En la recta final de la carrera presidencial chilena, la cultura emerge como un terreno poco transitado, eclipsado por temas como seguridad, economía y migración. Este silenciamiento no es casual ni superficial; refleja un cambio profundo en cómo las candidaturas abordan un sector que históricamente fue campo de batalla político, pero que hoy enfrenta un riesgo tangible de deslegitimación pública y reducción presupuestaria.
Desde la derecha, la candidata Evelyn Matthei presenta un programa acotado pero técnicamente sólido, sin embargo, ha utilizado la cultura como ejemplo para justificar recortes presupuestarios, contraponiendo el Ministerio de las Culturas con la Fiscalía, lo que ha generado críticas por un aparente ninguneo hacia el sector.
Por su parte, José Antonio Kast ha reducido drásticamente su agenda cultural respecto a elecciones anteriores, pasando de 46 medidas a un único plan de inversiones a largo plazo. Esta simplificación ha generado incertidumbre sobre si se trata de un cambio estratégico o una mera reducción de compromiso.
En el extremo más crítico, Johannes Kaiser propone una "batalla cultural" que busca desinstalar ideologías de género, recuperar un lenguaje único y revisar la oferta literaria en bibliotecas para eliminar contenidos que considera "ideológicos o corruptos". Esta visión, que combina un discurso moralizador con una fuerte desconfianza hacia la institucionalidad cultural, genera preocupación por su viabilidad y por el impacto en la diversidad cultural.

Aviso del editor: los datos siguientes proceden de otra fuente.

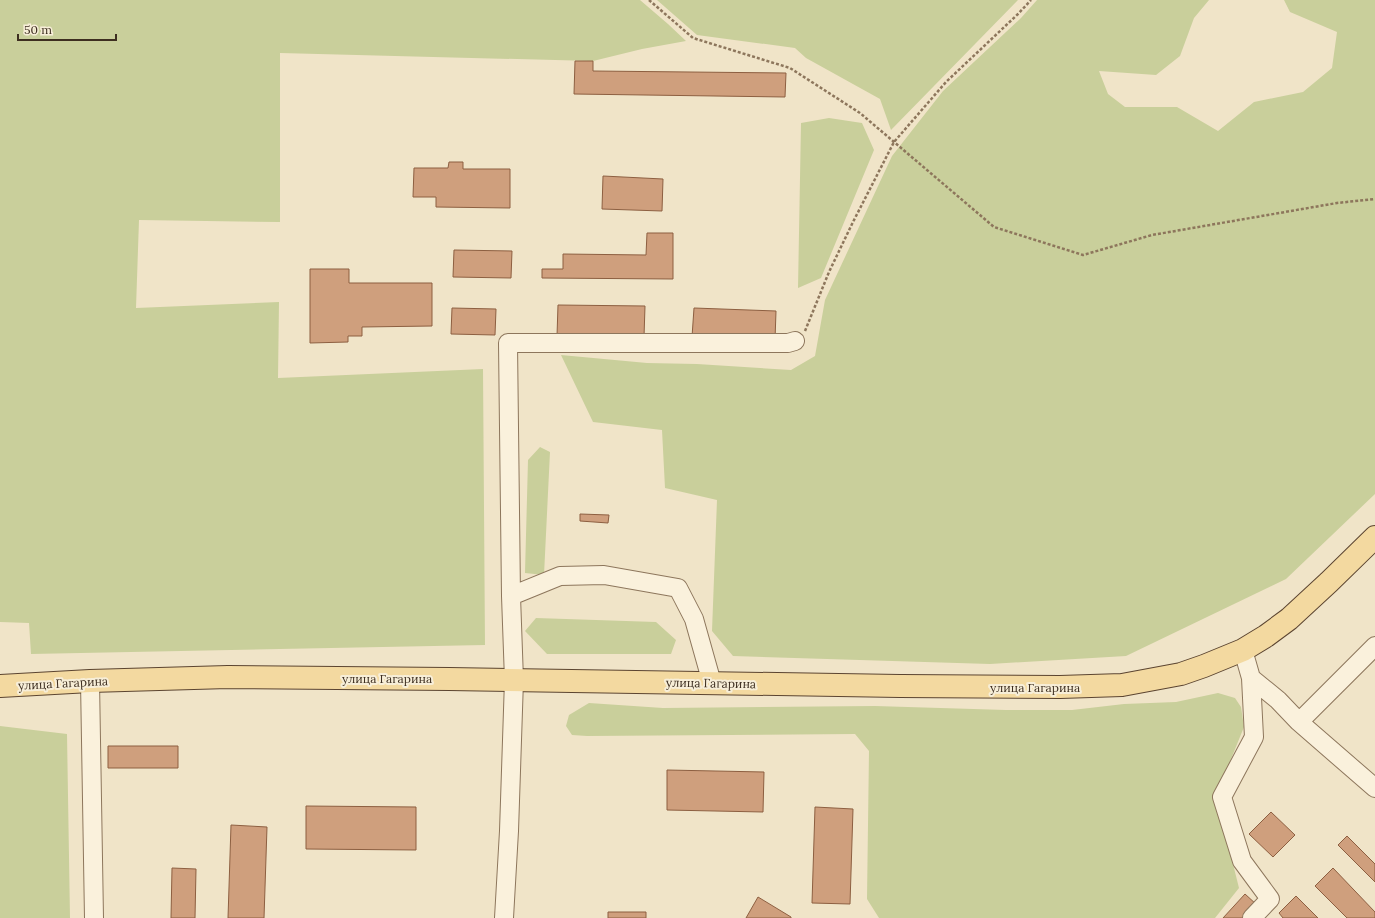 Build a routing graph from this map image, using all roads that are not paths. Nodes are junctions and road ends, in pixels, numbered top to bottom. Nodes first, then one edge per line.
1 (800, 336) road end
2 (1375, 537) edge
3 (511, 596) junction
4 (1375, 646) edge
5 (1243, 650) junction
6 (1251, 678) junction
7 (514, 680) junction
8 (90, 681) junction
9 (712, 683) junction
10 (0, 686) edge
11 (1299, 722) junction
12 (1375, 788) edge
13 (94, 918) edge
14 (504, 918) edge
15 (1252, 918) edge

1 - 3 street
2 - 5 main road, улица Гагарина
3 - 7 street
3 - 9 street
4 - 11 street
5 - 6 street
5 - 9 main road, улица Гагарина
6 - 11 street
6 - 15 street
7 - 8 main road, улица Гагарина
7 - 9 main road, улица Гагарина
7 - 14 street
8 - 10 main road, улица Гагарина
8 - 13 street
11 - 12 street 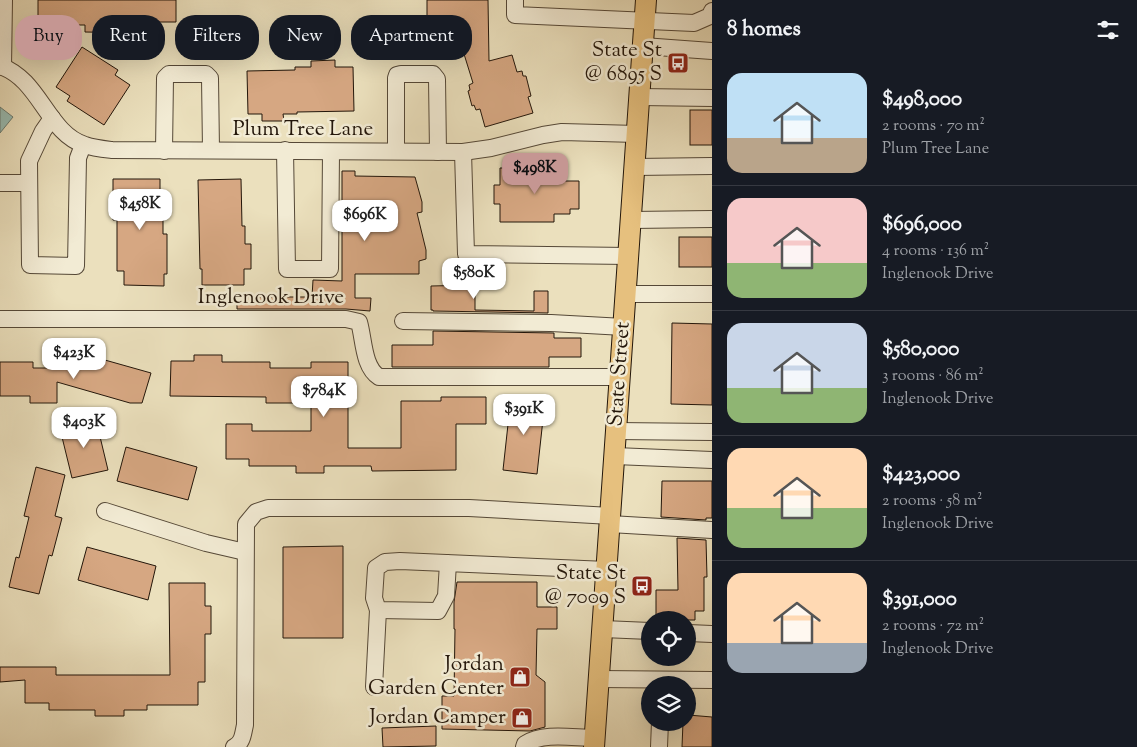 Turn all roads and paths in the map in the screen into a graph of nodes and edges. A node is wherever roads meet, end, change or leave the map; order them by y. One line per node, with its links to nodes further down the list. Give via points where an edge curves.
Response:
1 (4, 0): 8 (street)
2 (515, 0): 5 (street, via 515,15)
3 (646, 0): 5 (main road, State Street)
4 (712, 11): 5 (street, via 710,16 694,23)
5 (645, 21): 6 (main road, State Street)
6 (643, 46): 7 (street); 9 (main road, State Street)
7 (712, 51)
8 (2, 66): 11 (street, Plum Tree Lane, via 36,93)
9 (640, 97): 10 (street); 12 (main road, State Street)
10 (712, 98)
11 (52, 118): 13 (street, Plum Tree Lane); 24 (street, via 29,161)
12 (637, 134): 20 (street, Plum Tree Lane, via 562,132); 22 (main road, State Street)
13 (83, 145): 16 (street, Plum Tree Lane, via 112,150); 24 (street, via 78,158 76,266 30,265)
14 (211, 150): 15 (street, Plum Tree Lane); 16 (street, Plum Tree Lane); 16 (street, via 210,78 206,74 169,74 165,78)
15 (285, 150): 18 (street, Plum Tree Lane); 18 (street, via 287,269 330,269)
16 (164, 151)
17 (396, 151): 18 (street, Plum Tree Lane); 19 (street, Plum Tree Lane); 19 (street, via 397,75 433,74 437,79)
18 (330, 152)
19 (438, 152): 20 (street, Plum Tree Lane)
20 (463, 152): 27 (street, via 466,254)
21 (712, 166): 22 (street)
22 (635, 167): 26 (main road, State Street)
23 (0, 183): 24 (street)
24 (28, 183)
25 (712, 218): 26 (street)
26 (631, 220): 27 (main road, State Street)
27 (629, 256): 28 (main road, State Street)
28 (626, 294): 29 (street); 32 (main road, State Street)
29 (712, 294)
30 (0, 319): 33 (street, Inglenook Drive, via 346,319 359,322 366,355 374,374 379,377)
31 (404, 320): 32 (street)
32 (624, 327): 33 (main road, State Street)
33 (620, 377): 34 (main road, State Street)
34 (616, 430): 35 (street); 36 (main road, State Street)
35 (712, 432)
36 (615, 456): 37 (street); 39 (main road, State Street)
37 (712, 460)
38 (105, 511): 41 (street)
39 (610, 520): 40 (street); 41 (street, via 469,508 268,508 256,512 246,524); 43 (main road, State Street)
40 (712, 530)
41 (245, 552): 56 (street, via 245,725 238,745)
42 (448, 563): 43 (street); 44 (street, via 446,596 438,610); 44 (street, via 385,562 376,568 374,598)
43 (607, 570): 45 (main road, State Street)
44 (378, 610): 53 (street)
45 (602, 629): 46 (street); 49 (main road, State Street)
46 (641, 631)
47 (696, 633): 48 (street)
48 (712, 634)
49 (599, 679): 51 (street); 55 (main road, State Street)
50 (712, 680): 52 (street)
51 (641, 681)
52 (696, 681)
53 (374, 688)
54 (660, 731): 58 (street)
55 (594, 743): 57 (street, via 545,737 532,739)
56 (234, 747)
57 (524, 747)
58 (659, 747) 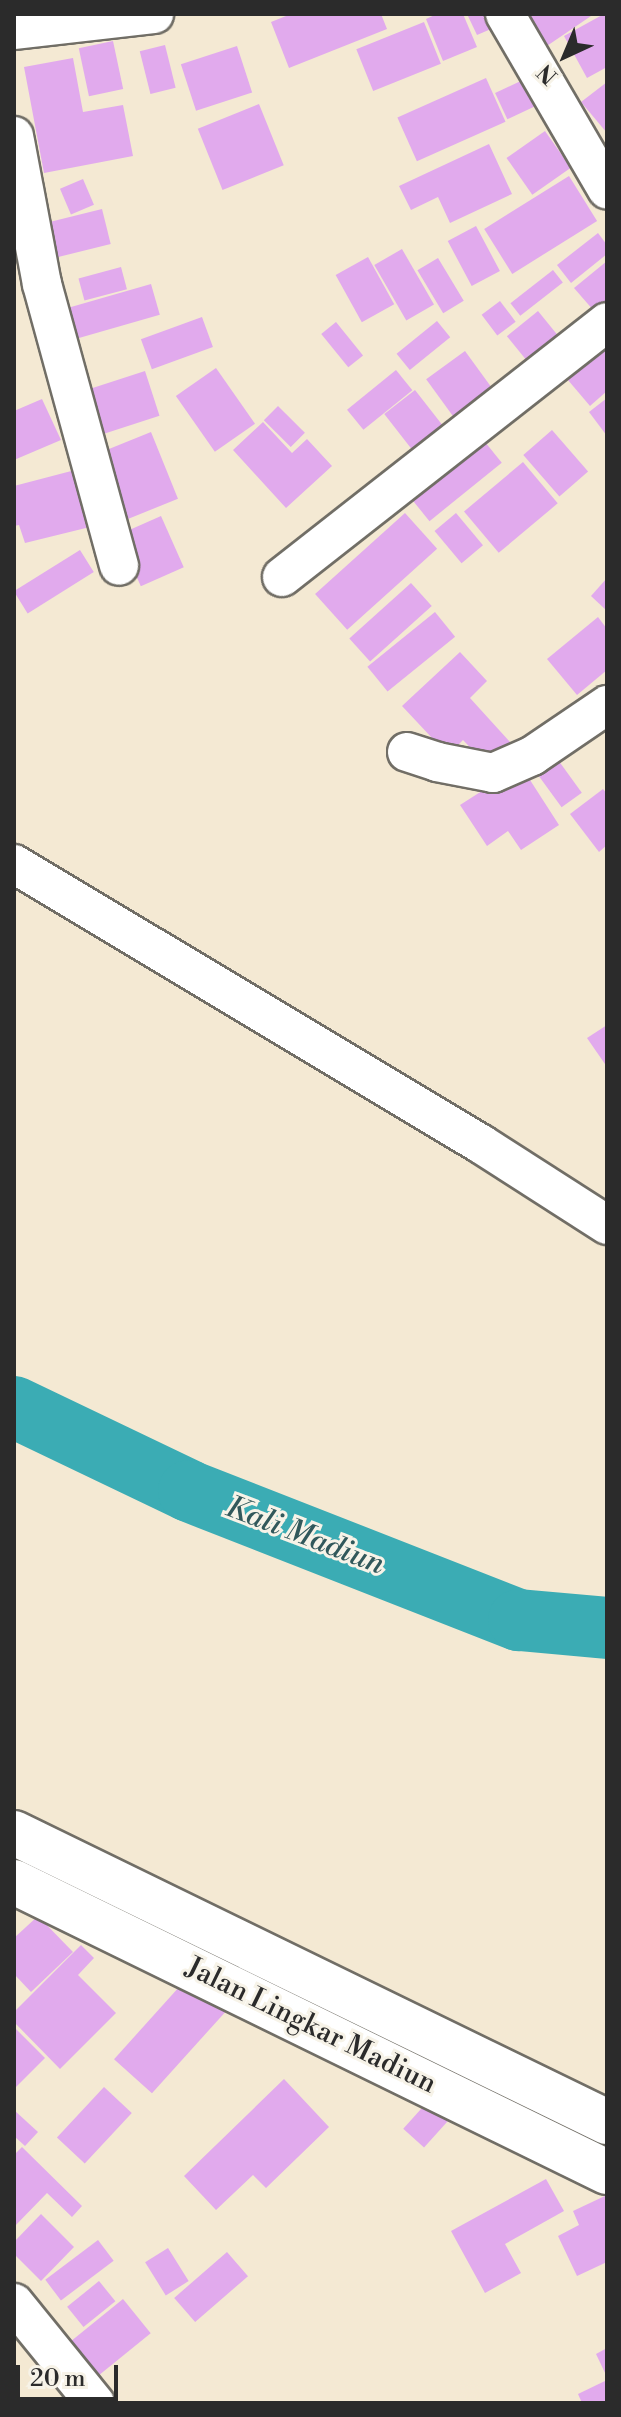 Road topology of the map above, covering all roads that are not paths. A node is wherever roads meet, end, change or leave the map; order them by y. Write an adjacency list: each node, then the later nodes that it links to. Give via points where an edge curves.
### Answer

En el espectro opuesto, Jeanette Jara, única candidata de izquierda con un programa cultural definido, presenta una propuesta técnicamente más sólida y con visión de largo plazo. Sin embargo, su tardanza en abordar el tema y la ausencia de un representante en el debate cultural de Valdivia evidencian una descoordinación que debilita la presencia del sector en la agenda pública.
Esta dispersión y omisión en torno a la cultura no solo refleja diferencias ideológicas, sino que también pone en evidencia una disputa más profunda: entre quienes conciben la cultura como un pilar del desarrollo social y quienes la ven como un instrumento político o un gasto prescindible.
El riesgo para Chile es tangible. La experiencia internacional con Bolsonaro, Milei o Trump muestra que la reducción presupuestaria y la politización extrema pueden desmantelar avances culturales y erosionar la diversidad y riqueza artística. En un país donde la cultura fue motor de identidad y memoria, esta crisis silenciosa podría traducirse en pérdida de patrimonio, menos oportunidades para creadores y un debilitamiento del tejido social.
El desafío para el próximo gobierno será, entonces, superar la disonancia y construir políticas culturales basadas en evidencia, diálogo plural y visión de largo plazo, que reconozcan la cultura no como un lujo, sino como un derecho y un motor esencial para la cohesión y desarrollo del país.